Harvard Professor Harvey Mansfield joined Monday the criticism started by a National Association of Scholars (NAS) report on liberal indoctrination occuring at Bowdoin College, a liberal arts school in Brunswick, Maine, by condemning the lax standards of liberal education.
"Earlier in my life," he wrote, "liberals took pride in the high standards they set for the colleges that had recently come to dominate and had made the headquarters of their liberalism."
"Now, they have made an unholy sacrifice of the devotion to excellence they once prized as a mark of distinction over fuddy-duddy, tradition-bound conservatism, and it is conservatives who stand for high standards in education."
While even conservative-leaning news outlets like the Daily Caller and Campus Reform referred to the NAS as a "conservative" organization, Peter Wood, one of the report's authors, rejected the label. "I sent a note to Professor Mansfield objecting to his calling the National Association of Scholars conservative," he told The Christian Post.
"The principles we abide by are ones of traditional academic pursuits, which are neither conservative nor liberal," he explained. The NAS refuses to engage in political issues, and "is open to a wide variety of political views," including liberals, libertarians, and conservatives.
"By and large, a major shift has occurred in higher education in which people who once upheld a disinterested pursuit of truth now hold that all academic inquiry is politically motivated," Wood explained. "That's a fundamental change; you have opened the gates to a form of education that is highly partisan, which is indeed what we have today."
In his official statement, Bowdoin President Barry Mills went on the full offensive. "Let me be clear and direct: the report by the National Association of Scholars is mean-spirited and personal," he wrote.
"I find his statements puzzling because all our information was derived from Bowdoin's own publications and from direct quotations from students, teachers, faculty members, and Mills himself," Michael Toscano, another author of the report, told CP.
Wood agreed. "There's nothing mean-spirited in the report," he said. "As to it being personal, it's entirely false. I have never met President Mills. We did the study, not Tom Klingenstein."

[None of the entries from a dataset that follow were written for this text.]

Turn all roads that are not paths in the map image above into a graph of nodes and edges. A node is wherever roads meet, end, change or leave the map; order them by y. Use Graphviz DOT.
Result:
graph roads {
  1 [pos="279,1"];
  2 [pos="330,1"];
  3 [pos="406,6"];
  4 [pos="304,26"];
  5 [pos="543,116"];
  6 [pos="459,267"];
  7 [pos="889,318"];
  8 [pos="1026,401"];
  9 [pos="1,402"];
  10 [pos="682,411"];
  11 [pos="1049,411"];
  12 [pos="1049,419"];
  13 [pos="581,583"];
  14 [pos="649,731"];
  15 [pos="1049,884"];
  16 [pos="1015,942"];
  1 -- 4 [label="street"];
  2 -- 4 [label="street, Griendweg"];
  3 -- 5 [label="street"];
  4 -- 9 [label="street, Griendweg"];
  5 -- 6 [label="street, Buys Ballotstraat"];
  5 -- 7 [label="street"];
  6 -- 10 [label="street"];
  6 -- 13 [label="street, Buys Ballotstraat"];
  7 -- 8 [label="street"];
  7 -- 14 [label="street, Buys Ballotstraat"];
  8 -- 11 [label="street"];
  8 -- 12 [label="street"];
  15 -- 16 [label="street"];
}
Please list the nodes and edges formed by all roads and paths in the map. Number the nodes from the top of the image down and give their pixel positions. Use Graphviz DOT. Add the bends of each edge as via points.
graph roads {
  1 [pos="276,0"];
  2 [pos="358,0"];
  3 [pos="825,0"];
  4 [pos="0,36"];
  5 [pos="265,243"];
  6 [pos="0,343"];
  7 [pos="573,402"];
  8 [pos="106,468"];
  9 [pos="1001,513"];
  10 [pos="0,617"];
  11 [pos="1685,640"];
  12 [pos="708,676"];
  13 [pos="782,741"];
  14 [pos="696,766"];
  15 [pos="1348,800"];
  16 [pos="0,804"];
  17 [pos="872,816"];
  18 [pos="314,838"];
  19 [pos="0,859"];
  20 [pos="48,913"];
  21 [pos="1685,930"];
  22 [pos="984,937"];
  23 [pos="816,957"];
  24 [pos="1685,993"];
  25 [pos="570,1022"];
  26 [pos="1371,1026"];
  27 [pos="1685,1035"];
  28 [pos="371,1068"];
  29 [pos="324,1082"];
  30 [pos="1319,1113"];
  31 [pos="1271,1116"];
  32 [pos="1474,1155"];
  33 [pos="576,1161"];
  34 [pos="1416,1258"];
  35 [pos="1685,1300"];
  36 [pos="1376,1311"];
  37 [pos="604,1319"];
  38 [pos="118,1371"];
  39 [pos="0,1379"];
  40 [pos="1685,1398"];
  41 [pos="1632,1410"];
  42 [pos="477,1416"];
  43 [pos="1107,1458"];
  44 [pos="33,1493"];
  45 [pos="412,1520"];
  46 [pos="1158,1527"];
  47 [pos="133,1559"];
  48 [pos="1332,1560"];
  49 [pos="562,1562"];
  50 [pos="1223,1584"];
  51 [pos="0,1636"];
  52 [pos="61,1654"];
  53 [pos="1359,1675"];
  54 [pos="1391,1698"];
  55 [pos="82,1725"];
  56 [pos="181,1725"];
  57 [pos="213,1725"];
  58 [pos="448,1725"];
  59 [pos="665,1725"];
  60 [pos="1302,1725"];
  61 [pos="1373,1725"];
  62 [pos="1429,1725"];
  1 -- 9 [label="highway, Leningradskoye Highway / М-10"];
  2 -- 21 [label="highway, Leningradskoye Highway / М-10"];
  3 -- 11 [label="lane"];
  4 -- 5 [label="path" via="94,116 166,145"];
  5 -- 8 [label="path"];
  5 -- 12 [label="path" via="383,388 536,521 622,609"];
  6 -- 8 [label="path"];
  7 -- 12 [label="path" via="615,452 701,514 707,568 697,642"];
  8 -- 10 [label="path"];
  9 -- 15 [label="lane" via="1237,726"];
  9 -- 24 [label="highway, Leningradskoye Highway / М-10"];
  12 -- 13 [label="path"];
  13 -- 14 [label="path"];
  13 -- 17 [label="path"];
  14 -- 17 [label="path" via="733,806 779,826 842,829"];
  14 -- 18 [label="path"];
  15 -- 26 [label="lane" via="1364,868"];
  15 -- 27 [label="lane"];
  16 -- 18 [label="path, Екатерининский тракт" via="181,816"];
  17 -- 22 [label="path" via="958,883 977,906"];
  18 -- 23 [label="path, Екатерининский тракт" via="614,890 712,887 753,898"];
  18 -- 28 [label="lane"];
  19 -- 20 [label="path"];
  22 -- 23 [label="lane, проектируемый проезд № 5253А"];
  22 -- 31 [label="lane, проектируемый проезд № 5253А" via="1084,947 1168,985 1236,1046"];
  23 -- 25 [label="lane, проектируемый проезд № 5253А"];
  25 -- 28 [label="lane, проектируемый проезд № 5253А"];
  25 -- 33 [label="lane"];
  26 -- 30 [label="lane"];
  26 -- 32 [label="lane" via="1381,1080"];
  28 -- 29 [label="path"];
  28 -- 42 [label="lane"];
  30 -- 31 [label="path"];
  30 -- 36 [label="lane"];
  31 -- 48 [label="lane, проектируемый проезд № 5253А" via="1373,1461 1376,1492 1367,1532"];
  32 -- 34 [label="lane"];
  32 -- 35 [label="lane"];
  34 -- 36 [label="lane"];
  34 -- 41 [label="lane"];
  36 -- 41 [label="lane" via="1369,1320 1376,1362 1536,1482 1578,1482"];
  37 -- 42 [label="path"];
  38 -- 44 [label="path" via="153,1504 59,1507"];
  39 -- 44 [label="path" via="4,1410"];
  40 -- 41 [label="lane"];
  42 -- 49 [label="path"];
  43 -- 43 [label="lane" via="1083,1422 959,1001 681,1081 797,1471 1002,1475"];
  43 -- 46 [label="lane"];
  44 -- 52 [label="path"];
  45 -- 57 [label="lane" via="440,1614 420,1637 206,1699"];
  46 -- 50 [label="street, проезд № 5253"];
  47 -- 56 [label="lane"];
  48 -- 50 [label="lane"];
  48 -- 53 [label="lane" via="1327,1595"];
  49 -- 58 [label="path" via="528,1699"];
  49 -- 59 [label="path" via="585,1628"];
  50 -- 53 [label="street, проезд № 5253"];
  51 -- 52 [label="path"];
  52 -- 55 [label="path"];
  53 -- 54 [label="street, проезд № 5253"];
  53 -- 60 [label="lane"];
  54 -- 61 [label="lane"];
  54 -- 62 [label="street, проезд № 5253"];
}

Klingenstein, founder of the investment management firm Cohen, Klingenstein & Marks, debated Barry Mills on the golf course about the future of liberal education. As the Daily Caller reported, Mills criticized Klingenstein in a 2010 convocation address, and Klingenstein responded in the Claremont Review of Books.
"There's nothing in the study that reflects Tom Klingenstein's attitudes, and there's nothing personal in Klingenstein's attitudes either," Wood added.
"Mills is overstating his importance. He is a character in the study but not the central character."
The College denied requests for comment, standing behind its press release and Mill's statement.
In that statement, Mills also called the report "a vindictive effort…intended to harm and discredit this historic college in order to satisfy a personal agenda and retrieve a bygone era."
"We're not calling on Bowdoin to time travel to a distant era," Wood explained. "For the college to improve, it could perhaps usefully reexamine its past to see what past generations did better."
Nevertheless, Wood did criticize "the great cultural shift" that "nowadays bias is not fought against. Rather, bias is celebrated."
This bias may weaken traditional religious practice at Bowdoin. The campus does not support "religious diversity for people whose convictions lead them to dissent from popular culture and progressivism," Wood alleged.
Some "unexamined secularism…contains within it elements of a religious worldview," he added, tying this pseudo-religion to "the sustainability movement." This "salvation doctrine" carries "a path to atonement and a dogma – fixed beliefs about things."
"That's based on Christianity," he said.
When asked about religious persecution, Toscano rejected the word outright – "there's not, for instance, an overt attempt by the administration to uproot religious observance at the college." Nevertheless, "religion is pushed out of the center of college life."
"If you hold a position that's contrary to the general political outlook of the college it can be very difficult to get a fair hearing," he added, noting the issues of abortion and same-sex marriage.
In September 2011, Pastor Sandy Williams quoted Romans 1:18-32. Verses 26 and 27, which condemn homosexuality as unnatural, led two students to storm out and the college to remove promised funding.
"Many students who have a traditional reading of sexuality, they keep it close to their vest," Toscano said.